## Assignment
Check each line below for the word "LINCOLN", and copy those that have it.

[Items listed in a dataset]
[Start of Attachment]

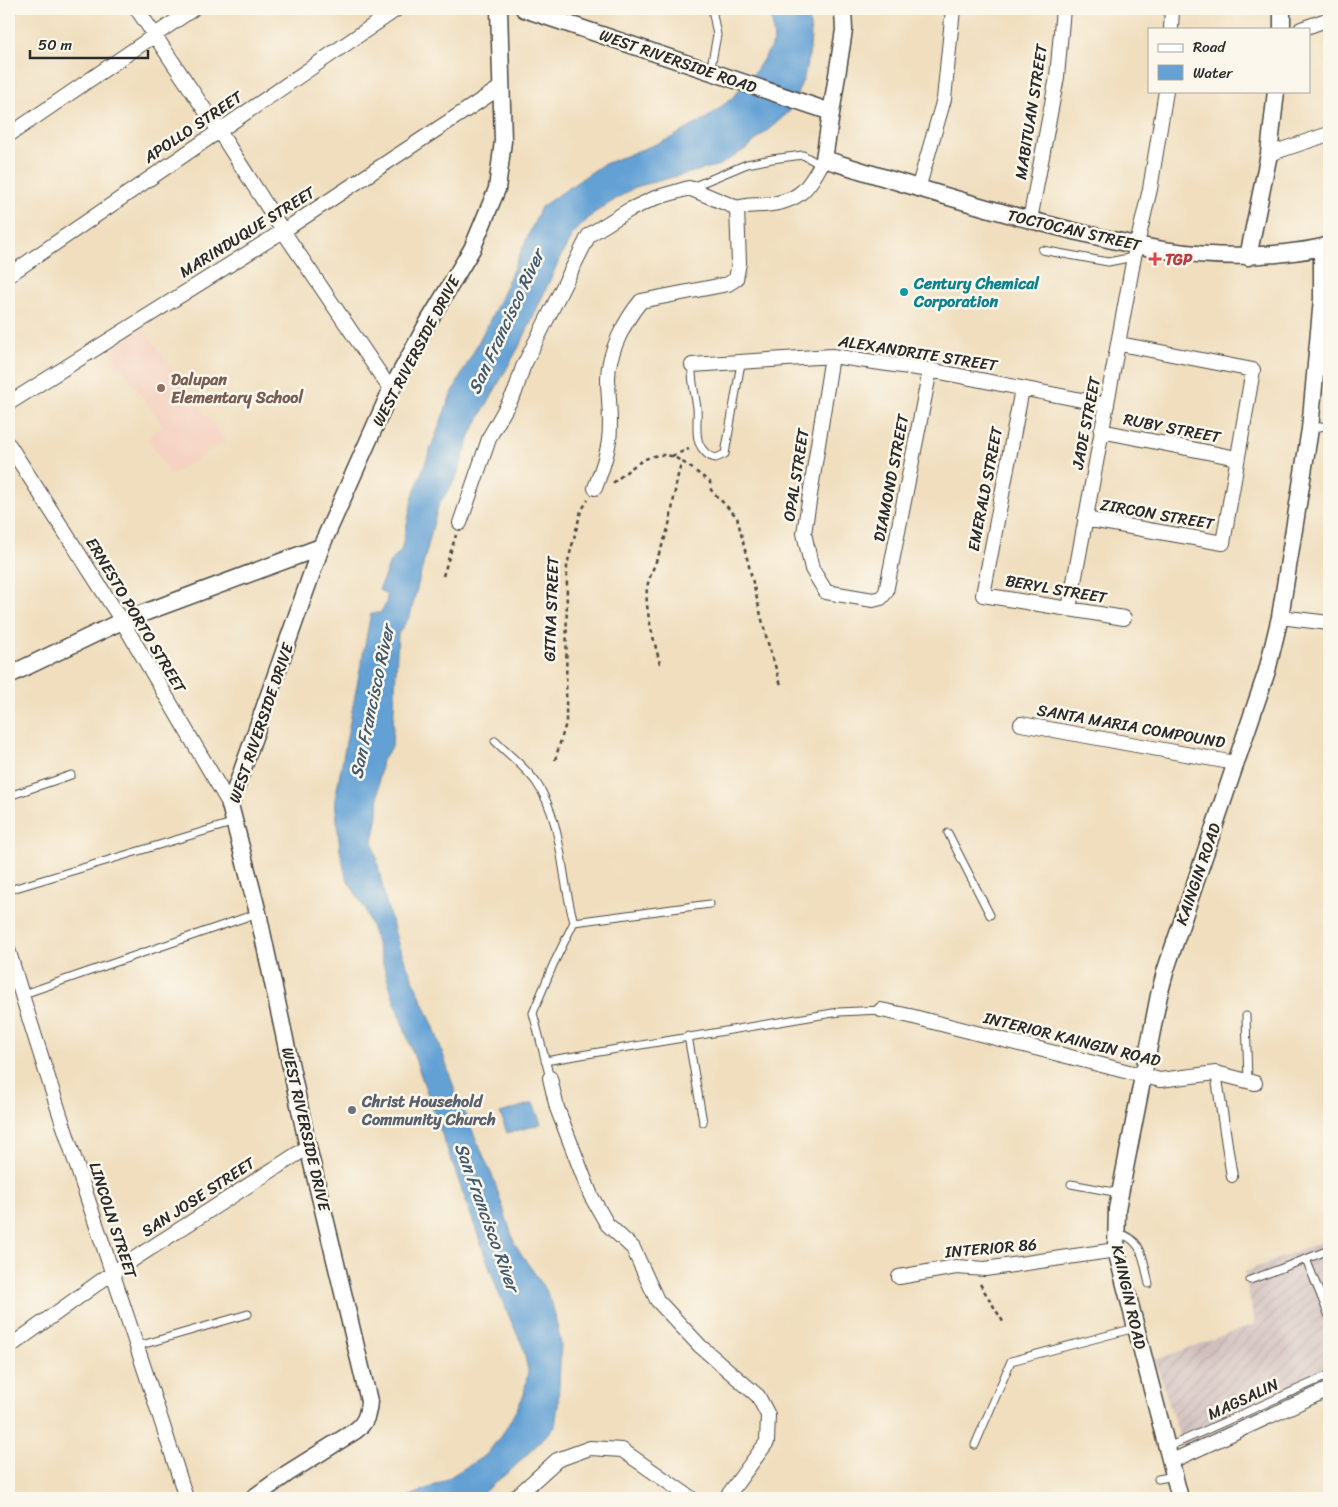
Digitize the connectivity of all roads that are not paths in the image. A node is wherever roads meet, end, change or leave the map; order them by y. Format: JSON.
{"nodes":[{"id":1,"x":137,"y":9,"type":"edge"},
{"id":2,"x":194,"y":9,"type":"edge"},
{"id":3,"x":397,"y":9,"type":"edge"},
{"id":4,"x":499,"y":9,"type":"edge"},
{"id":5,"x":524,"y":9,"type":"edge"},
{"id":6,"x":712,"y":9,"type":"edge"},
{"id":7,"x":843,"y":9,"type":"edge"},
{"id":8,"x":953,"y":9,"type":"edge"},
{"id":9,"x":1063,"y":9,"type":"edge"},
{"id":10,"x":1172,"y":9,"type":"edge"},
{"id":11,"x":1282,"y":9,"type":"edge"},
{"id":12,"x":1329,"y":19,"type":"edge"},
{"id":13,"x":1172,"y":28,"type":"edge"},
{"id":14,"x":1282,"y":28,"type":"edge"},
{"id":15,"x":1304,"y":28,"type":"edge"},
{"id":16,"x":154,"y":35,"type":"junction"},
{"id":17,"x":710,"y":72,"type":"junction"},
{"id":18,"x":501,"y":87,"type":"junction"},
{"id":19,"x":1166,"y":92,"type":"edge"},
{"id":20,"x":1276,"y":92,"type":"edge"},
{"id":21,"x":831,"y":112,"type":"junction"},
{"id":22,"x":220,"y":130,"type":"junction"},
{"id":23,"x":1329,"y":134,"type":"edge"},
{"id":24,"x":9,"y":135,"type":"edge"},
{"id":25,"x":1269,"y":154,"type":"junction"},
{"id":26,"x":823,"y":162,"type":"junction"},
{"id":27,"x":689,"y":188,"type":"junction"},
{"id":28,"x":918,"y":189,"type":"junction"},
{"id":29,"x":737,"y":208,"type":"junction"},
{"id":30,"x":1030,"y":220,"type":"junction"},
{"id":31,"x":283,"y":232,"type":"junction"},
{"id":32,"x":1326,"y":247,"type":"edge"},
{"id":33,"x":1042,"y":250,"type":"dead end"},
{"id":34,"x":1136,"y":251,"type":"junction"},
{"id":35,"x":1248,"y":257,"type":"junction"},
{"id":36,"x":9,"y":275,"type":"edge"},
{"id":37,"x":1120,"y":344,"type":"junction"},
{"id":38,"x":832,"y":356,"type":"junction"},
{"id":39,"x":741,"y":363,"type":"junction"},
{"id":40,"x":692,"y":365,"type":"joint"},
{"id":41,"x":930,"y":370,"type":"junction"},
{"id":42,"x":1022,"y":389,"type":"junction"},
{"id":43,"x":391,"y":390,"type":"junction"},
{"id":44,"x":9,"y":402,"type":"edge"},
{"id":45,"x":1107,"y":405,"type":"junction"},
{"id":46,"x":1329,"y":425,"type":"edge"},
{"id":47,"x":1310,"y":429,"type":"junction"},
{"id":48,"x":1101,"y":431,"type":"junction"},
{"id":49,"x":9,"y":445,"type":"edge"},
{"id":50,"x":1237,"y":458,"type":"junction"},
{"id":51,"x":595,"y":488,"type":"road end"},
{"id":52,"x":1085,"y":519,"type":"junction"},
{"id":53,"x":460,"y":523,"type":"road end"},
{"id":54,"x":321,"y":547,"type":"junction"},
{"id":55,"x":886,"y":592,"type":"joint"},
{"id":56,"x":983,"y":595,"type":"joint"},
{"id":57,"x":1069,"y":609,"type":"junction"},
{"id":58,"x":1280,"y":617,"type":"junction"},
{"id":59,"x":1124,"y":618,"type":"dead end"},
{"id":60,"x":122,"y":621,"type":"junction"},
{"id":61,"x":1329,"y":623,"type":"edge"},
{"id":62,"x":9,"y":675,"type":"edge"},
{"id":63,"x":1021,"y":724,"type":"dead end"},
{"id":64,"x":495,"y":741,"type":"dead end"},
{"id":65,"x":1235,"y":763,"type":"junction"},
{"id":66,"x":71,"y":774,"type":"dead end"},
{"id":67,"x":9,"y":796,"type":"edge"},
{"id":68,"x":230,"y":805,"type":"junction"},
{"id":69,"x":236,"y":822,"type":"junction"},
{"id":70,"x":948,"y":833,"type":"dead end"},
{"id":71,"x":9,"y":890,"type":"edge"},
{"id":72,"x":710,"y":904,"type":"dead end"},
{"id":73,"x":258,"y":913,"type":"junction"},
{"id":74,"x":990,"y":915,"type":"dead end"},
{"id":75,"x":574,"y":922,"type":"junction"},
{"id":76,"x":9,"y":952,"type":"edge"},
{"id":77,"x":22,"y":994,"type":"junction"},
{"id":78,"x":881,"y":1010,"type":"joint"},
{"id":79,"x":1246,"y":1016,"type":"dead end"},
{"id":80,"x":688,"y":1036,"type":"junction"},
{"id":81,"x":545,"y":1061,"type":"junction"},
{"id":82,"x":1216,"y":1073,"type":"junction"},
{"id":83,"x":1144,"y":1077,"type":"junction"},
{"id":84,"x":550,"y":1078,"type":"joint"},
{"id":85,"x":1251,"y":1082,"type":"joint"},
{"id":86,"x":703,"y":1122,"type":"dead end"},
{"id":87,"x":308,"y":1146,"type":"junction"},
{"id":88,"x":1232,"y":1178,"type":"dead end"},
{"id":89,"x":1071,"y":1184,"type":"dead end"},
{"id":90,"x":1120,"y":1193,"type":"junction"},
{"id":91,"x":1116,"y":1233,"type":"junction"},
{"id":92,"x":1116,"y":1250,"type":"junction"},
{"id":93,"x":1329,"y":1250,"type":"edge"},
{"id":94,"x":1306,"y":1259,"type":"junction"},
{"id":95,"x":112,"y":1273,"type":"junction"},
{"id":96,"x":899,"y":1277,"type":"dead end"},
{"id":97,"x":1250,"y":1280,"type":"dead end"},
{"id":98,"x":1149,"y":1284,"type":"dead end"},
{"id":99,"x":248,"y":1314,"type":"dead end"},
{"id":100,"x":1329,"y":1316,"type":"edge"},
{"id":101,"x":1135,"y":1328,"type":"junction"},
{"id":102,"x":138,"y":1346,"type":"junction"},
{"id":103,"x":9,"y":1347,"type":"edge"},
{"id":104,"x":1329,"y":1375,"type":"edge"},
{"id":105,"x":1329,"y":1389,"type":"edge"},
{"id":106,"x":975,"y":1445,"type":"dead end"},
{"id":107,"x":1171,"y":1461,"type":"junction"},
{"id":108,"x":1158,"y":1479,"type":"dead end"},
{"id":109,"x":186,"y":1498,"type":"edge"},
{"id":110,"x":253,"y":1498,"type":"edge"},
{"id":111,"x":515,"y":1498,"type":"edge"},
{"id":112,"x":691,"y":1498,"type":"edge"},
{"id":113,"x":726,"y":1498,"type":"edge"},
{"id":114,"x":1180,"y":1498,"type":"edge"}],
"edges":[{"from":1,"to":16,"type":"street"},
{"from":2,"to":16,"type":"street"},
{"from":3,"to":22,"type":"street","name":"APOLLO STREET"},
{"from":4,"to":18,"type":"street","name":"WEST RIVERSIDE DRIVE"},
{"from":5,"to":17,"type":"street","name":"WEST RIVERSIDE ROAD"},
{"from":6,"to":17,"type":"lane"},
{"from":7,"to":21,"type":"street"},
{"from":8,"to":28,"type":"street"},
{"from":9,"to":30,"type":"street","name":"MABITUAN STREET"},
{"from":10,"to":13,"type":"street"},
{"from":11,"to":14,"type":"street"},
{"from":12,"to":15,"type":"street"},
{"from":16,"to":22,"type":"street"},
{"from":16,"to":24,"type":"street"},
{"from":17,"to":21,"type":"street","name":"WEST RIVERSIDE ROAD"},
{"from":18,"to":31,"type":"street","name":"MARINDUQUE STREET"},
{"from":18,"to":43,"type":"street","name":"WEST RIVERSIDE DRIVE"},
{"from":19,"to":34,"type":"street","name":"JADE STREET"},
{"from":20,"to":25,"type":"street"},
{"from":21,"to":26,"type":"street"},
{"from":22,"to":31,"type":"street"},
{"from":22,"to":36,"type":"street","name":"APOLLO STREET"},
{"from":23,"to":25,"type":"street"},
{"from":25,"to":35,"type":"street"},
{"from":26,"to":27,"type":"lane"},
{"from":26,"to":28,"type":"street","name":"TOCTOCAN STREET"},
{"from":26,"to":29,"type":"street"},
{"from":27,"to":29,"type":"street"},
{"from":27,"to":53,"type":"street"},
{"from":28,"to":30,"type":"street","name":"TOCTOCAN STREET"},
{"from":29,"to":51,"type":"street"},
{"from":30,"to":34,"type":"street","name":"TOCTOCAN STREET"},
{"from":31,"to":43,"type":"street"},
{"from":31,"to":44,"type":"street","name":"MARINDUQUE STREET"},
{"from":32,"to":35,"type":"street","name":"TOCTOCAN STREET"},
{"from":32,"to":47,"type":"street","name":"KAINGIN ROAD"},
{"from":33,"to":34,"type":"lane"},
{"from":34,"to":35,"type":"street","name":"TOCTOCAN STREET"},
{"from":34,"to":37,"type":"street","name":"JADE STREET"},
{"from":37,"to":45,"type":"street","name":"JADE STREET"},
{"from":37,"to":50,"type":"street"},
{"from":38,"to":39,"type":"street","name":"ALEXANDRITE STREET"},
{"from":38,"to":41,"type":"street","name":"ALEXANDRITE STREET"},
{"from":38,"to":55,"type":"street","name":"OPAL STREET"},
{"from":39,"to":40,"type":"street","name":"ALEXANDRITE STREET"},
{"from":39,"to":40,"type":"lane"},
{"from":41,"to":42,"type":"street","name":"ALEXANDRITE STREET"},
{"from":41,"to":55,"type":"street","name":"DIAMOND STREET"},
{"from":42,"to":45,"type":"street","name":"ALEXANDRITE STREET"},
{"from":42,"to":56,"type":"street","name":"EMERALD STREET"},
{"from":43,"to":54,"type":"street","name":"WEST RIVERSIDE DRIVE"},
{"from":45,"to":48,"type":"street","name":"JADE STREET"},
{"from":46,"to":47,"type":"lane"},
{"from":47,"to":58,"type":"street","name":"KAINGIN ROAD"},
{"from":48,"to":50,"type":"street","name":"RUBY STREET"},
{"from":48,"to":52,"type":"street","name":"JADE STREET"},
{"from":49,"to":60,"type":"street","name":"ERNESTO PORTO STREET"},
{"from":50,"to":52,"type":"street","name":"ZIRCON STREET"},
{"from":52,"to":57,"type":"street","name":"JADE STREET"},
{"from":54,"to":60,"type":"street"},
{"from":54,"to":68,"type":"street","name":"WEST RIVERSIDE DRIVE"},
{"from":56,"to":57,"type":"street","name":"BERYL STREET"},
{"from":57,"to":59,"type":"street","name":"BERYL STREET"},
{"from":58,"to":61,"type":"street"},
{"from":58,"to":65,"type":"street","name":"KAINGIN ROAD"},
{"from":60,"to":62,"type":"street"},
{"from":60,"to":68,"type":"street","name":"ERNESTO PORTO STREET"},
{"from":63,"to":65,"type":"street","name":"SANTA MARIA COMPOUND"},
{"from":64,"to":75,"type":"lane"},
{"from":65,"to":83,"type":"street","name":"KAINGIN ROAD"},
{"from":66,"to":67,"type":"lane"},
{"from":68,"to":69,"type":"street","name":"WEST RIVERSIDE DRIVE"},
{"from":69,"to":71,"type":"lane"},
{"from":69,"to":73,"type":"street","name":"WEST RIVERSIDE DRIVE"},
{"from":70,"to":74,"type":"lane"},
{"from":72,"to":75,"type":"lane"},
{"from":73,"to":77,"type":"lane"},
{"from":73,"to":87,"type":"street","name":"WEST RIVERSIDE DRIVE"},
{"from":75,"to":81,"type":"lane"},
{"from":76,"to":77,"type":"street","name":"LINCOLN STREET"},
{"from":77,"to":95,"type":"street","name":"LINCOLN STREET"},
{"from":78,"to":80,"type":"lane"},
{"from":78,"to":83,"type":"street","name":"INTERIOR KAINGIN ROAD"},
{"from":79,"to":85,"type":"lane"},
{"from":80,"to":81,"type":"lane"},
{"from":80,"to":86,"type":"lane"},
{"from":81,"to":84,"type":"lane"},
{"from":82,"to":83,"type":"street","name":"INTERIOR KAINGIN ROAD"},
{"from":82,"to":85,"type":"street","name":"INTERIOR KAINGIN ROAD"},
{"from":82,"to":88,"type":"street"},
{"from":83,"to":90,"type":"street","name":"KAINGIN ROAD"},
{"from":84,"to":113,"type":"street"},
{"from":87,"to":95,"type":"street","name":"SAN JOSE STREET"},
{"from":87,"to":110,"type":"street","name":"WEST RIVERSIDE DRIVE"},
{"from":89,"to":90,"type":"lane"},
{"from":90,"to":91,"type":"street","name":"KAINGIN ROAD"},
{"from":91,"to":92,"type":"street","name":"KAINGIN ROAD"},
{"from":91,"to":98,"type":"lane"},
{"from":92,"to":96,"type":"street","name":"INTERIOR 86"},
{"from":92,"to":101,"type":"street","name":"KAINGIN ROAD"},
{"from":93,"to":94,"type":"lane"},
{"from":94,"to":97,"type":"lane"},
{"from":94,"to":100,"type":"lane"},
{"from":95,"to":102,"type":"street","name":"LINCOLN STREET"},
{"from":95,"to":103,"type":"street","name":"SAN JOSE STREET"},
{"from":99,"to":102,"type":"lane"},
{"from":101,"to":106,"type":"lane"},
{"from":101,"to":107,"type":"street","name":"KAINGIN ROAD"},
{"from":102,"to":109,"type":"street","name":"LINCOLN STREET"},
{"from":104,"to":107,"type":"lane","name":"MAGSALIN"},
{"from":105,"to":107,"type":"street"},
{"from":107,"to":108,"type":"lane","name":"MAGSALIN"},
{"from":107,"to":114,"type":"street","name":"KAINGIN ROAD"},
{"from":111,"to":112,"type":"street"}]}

[End of Attachment]

## Answer for this exercise
{"from":76,"to":77,"type":"street","name":"LINCOLN STREET"},
{"from":77,"to":95,"type":"street","name":"LINCOLN STREET"},
{"from":95,"to":102,"type":"street","name":"LINCOLN STREET"},
{"from":102,"to":109,"type":"street","name":"LINCOLN STREET"},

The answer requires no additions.